[comp.lang.c] Bug?

coolidge@brutus.cs.uiuc.edu (John Coolidge) (09/29/89)

brent@capmkt.COM (Brent Chapman) writes:
>earleh@eleazar.dartmouth.edu (Earle R. Horton) writes:
># It is in general bad practice to apply an equality test to the result
># of a computation.  Instead of
># 	( a == b )
># use
># 	( ( a < b + MINDOUBLE ) && ( a > b - MINDOUBLE ) )
># 
># MINDOUBLE is in <values.h>.
>Yeah, _right_.  Nice, clear, concise code there.  Why shouldn't I reasonably
>expect the compiler to do this for me?

Because it can produce very non-intuitive results. For instance, if the
compiler were to do it automatically it's entirely possible that
	if( ( a == b ) && ( b == c ) && (a != c) ) 
		printf( "What happened?\n" );
would print "What happened?" a lot.
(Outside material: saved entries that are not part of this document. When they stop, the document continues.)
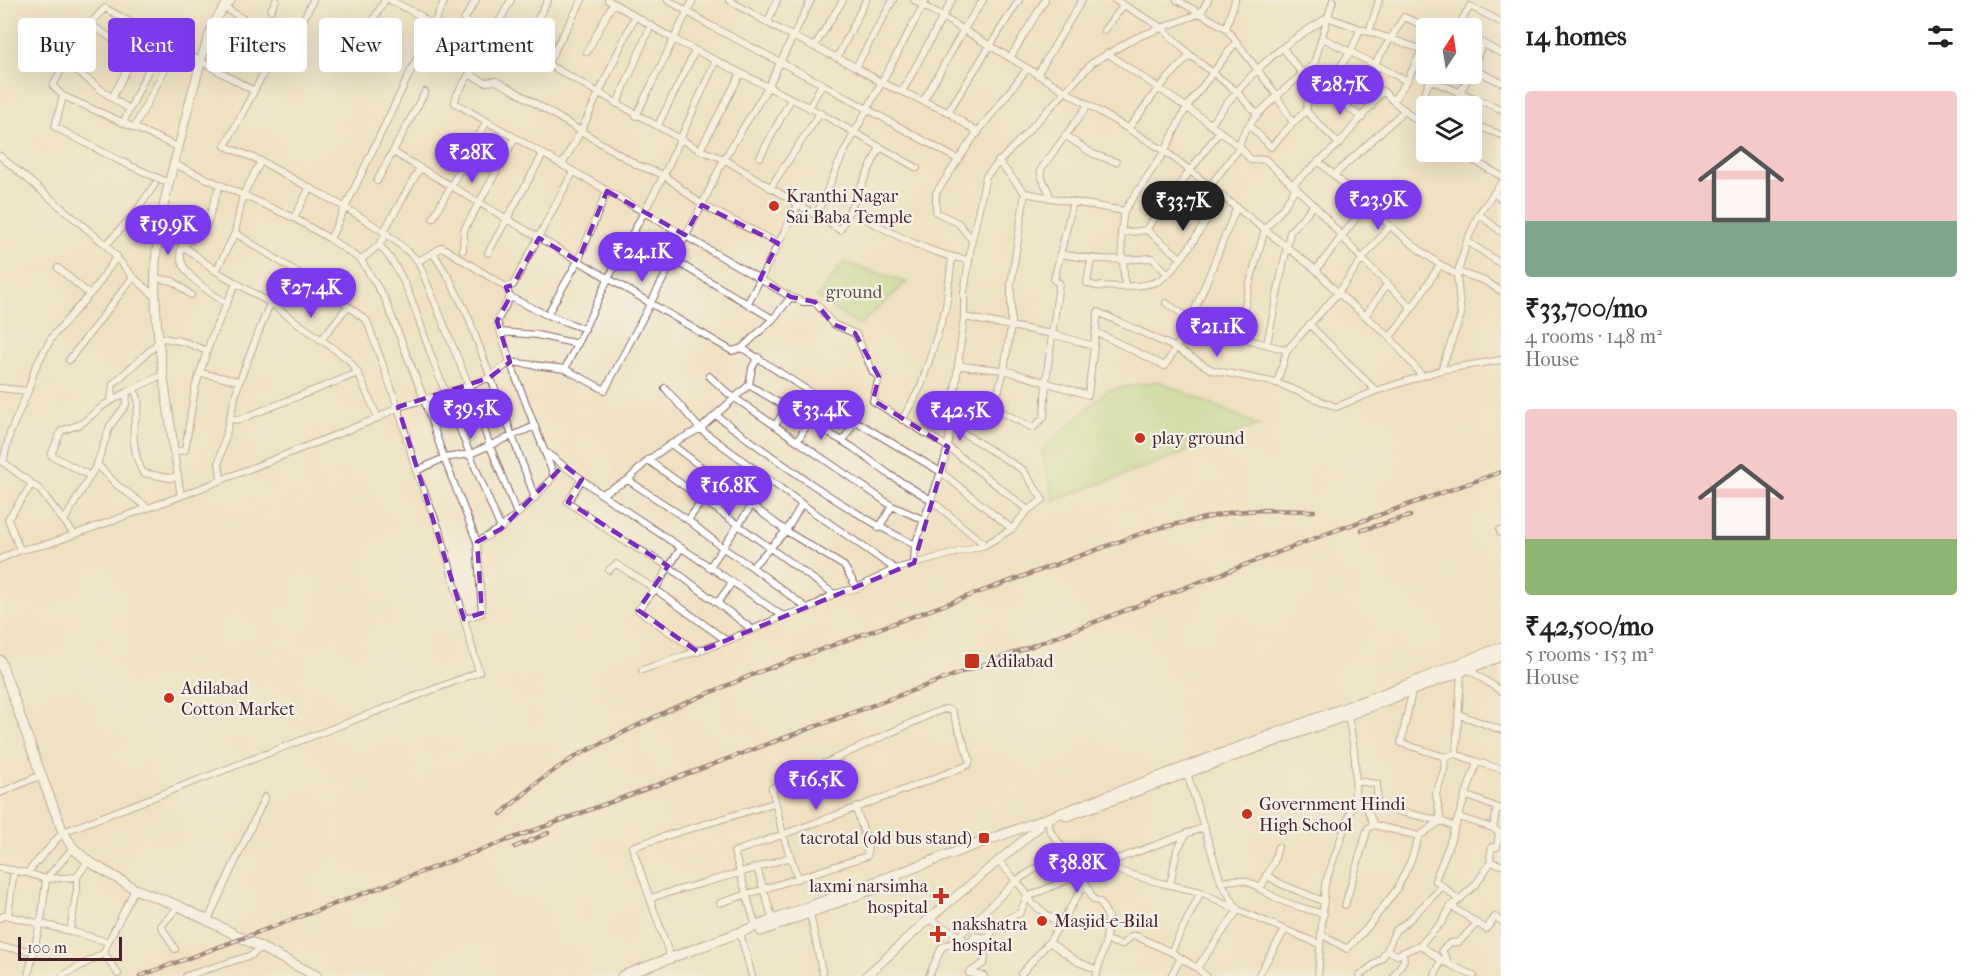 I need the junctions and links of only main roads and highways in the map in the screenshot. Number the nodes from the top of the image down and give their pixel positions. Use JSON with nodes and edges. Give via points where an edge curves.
{"nodes":[{"id":1,"x":1501,"y":647,"type":"edge"},
{"id":2,"x":1501,"y":656,"type":"edge"},
{"id":3,"x":0,"y":660,"type":"edge"},
{"id":4,"x":1346,"y":711,"type":"junction"},
{"id":5,"x":1048,"y":820,"type":"junction"},
{"id":6,"x":809,"y":910,"type":"junction"},
{"id":7,"x":741,"y":935,"type":"junction"},
{"id":8,"x":317,"y":976,"type":"edge"},
{"id":9,"x":622,"y":976,"type":"edge"},
{"id":10,"x":639,"y":976,"type":"edge"}],
"edges":[{"from":1,"to":4,"type":"main road"},
{"from":2,"to":4,"type":"main road","via":[[1412,691]]},
{"from":3,"to":8,"type":"main road","via":[[41,775],[73,848],[135,889],[179,906]]},
{"from":4,"to":5,"type":"main road"},
{"from":5,"to":6,"type":"main road"},
{"from":5,"to":6,"type":"main road","via":[[1039,827]]},
{"from":6,"to":7,"type":"main road"},
{"from":6,"to":7,"type":"main road","via":[[773,920]]},
{"from":7,"to":9,"type":"main road"},
{"from":7,"to":10,"type":"main road"}]}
The reason is that a could well
equal b within the fuzz factor, and b could equal c, but a could be
2*MINDOUBLE away from c's value and hence not be equal.

That's why compilers don't automatically generate code to 'fix' problems
like this: because it might cause far bigger problems for people
doing lots of floating point ops. In general floating point is a
big problem --- equality tests on floating point numbers are a bad
idea in most languages. Also, things like a*(b+c) often don't equal
a*b+a*c, a*(b*c) is often unequal to (a*b)*c, and so on.

Followups to comp.lang.c, because this is more a C language issue.
It's certainly not specific to A/UX anymore.

--John

--------------------------------------------------------------------------
John L. Coolidge     Internet:coolidge@cs.uiuc.edu   UUCP:uiucdcs!coolidge
Of course I don't speak for the U of I (or anyone else except myself)
Copyright 1989 John L. Coolidge. Copying allowed if (and only if) attributed.
You may redistribute this article if and only if your recipients may as well.

tneff@bfmny0.UU.NET (Tom Neff) (09/29/89)

Specifically, if the C floating point equality operator automatically
corrected for the fuzz factor, how would you write a C program to
test the fuzz factor?
-- 
"Take off your engineering hat   | "The filter has      | Tom Neff
and put on your management hat." | discreting sources." | tneff@bfmny0.UU.NET

rob@raksha.eng.ohio-state.edu (Rob Carriere) (09/30/89)

In article <1989Sep29.144716.20921@brutus.cs.uiuc.edu> coolidge@cs.uiuc.edu
writes: 
>brent@capmkt.COM (Brent Chapman) writes:
>>earleh@eleazar.dartmouth.edu (Earle R. Horton) writes:
>># [...]  Instead of
>># 	( a == b )
>># use
>># 	( ( a < b + MINDOUBLE ) && ( a > b - MINDOUBLE ) )
>># 
>># MINDOUBLE is in <values.h>.
>>[...]  Why shouldn't I reasonably expect the compiler to do this for me?
>Because it can produce very non-intuitive results. For instance, if the
>compiler were to do it automatically it's entirely possible that
>	if( ( a == b ) && ( b == c ) && (a != c) ) 
>		printf( "What happened?\n" );
>would print "What happened?" a lot. The reason is that a could well
>equal b within the fuzz factor, and b could equal c, but a could be
>2*MINDOUBLE away from c's value and hence not be equal.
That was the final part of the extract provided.